At 2.46 pm precisely, the early warning sirens echoed around coastal towns and hamlets all along Japan’s North-East coast as people observed one minutes silence to remember those who died in Japan’s worst disaster in living memory. This was the moment when the magnitude 9 earthquake triggered a tsunami that claimed almost 19,000 lives and devastated 500 square kilometres of Japan’s coastline.

I spend the day in Kesennuma, one of the worst hit towns in Myagi prefecture. Over 1000 died here as the tsunami surged through the city, taking everything in its path. I remember the amateur video footage of the flaming islands of debris floating through the city, lighting up the night sky. Despite all the water, fires were everywhere as the fuel from overturned fishing boats ignited. It was a horrific scene.

Now Kesennuma is largely a ghost town. The debris of splintered houses and mangled cars has been piled into heaps near the sea front, a constant reminder of nature’s destructive force. The city centre is now a windswept landscape comprised of a grid of foundations, the only reminder of the homes and shops that used to stand here.

I meet Naoki Shimizu, a local resident who is handing out hot soup to people attending a small ceremony where former residents are gathering to listen to speeches and musical performances. Naoki embodies the spirit of so many people who are determined that these shattered communities will come back to life.

‘Just down there are the remains of my fish shop and a sushi restaurant my wife ran’, he says, ‘I don’t have a job but I’m lucky, I have other land on higher ground where I’ll rebuild my shop’.

Across this barren landscape small family groups gather at the sites where their homes once stood. They stand in prayer and lay flowers for the dead.  It’s a solemn but poignant scene and the media crews are out in force filming it all.

The main purpose of my trip to Kesennuma is to participate in a BBC special on the tsunami that’s being broadcast live around the world. The crew have set up their satellite dish just in front of a huge fishing trawler that settled incongruously in the middle of the town when the tsunami receded. A makeshift shrine with bunches of flowers have been laid at the base of the ship in memory to the two families who were crushed when the vessel crushed their homes as it came to rest.

Alongside the BBC are other teams from German TV and China’s CCTV.  For me, the two minute interview with Roland Buerk, the BBC’s Tokyo correspondent is an important opportunity to bring viewers back to the humanitarian needs of survivors, particularly the plight of the elderly living alone in temporary shelters.

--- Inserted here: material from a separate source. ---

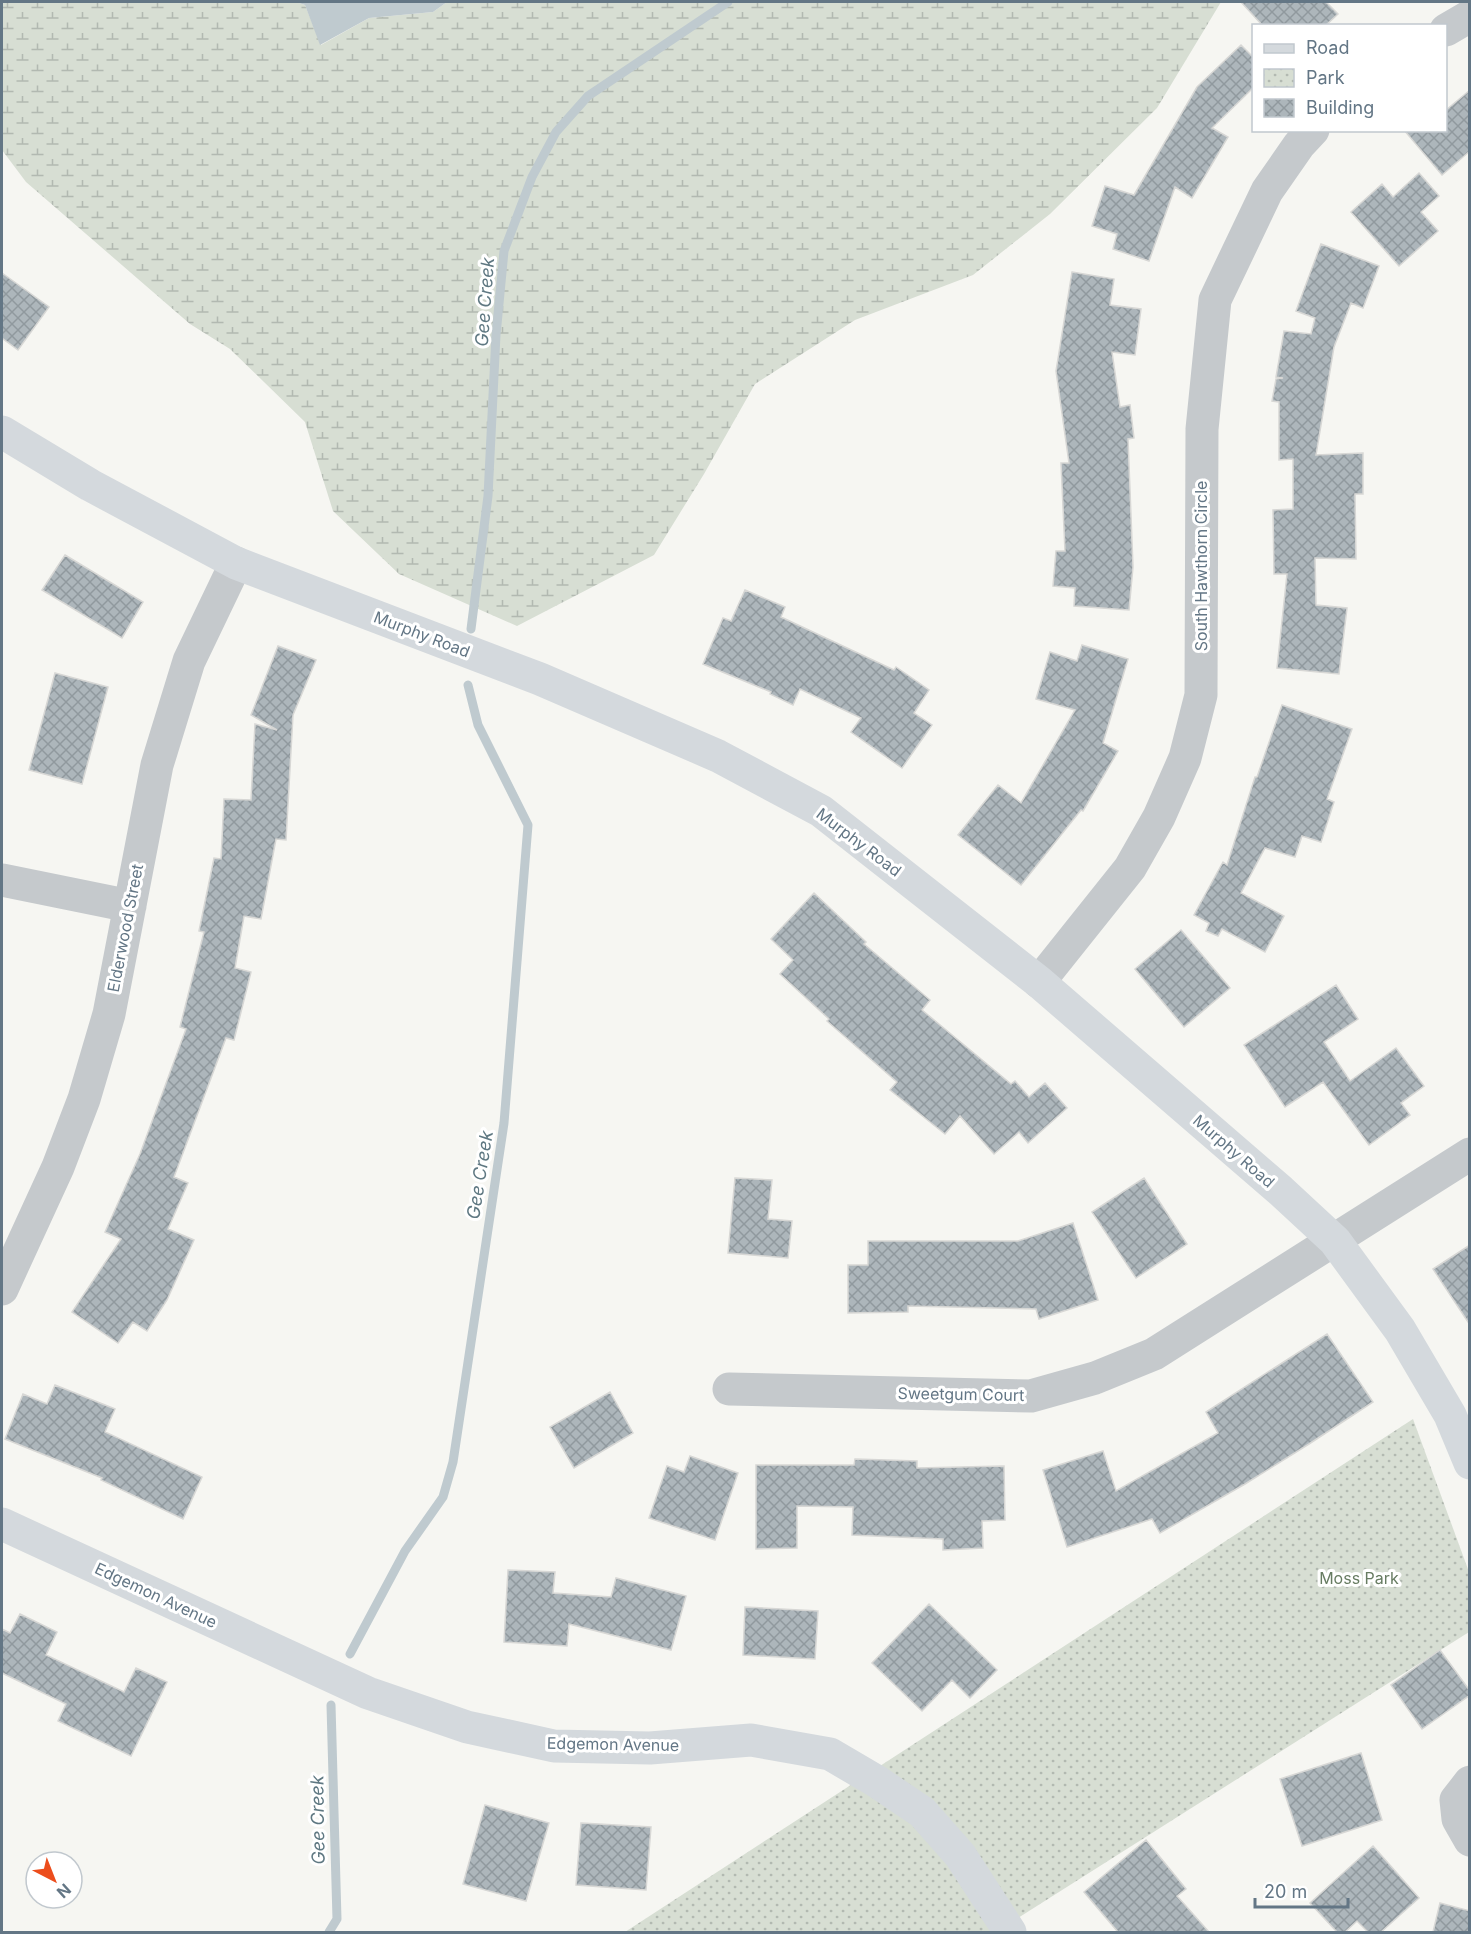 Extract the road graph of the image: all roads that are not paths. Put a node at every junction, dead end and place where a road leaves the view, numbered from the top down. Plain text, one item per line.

After the interview, Asuka Suzuki, my colleague from the Japanese Red Cross and I, wander back to our car passing the piles of mangled cars and motorcycles that line the road, waiting to be taken for recycling. Rebuilding this town and others like it will take years. The older generation see a future but attracting younger people back will be a major challenge. But in the Japanese spirit of solidarity, or ‘Kizuna’, the local townsfolk are committed to rebuilding their town. ‘Seeing you and other people from outside come here today, just gives us hope say a couple selling T shirts to raise funds to support needy people in the community. The slogan on the T shirts reads ‘Gambaro Ore’ – ‘ I have to stand up’. It says everything about the undiminished spirit of the people of Kesennuma who won’t just be sitting by, waiting for things to happen.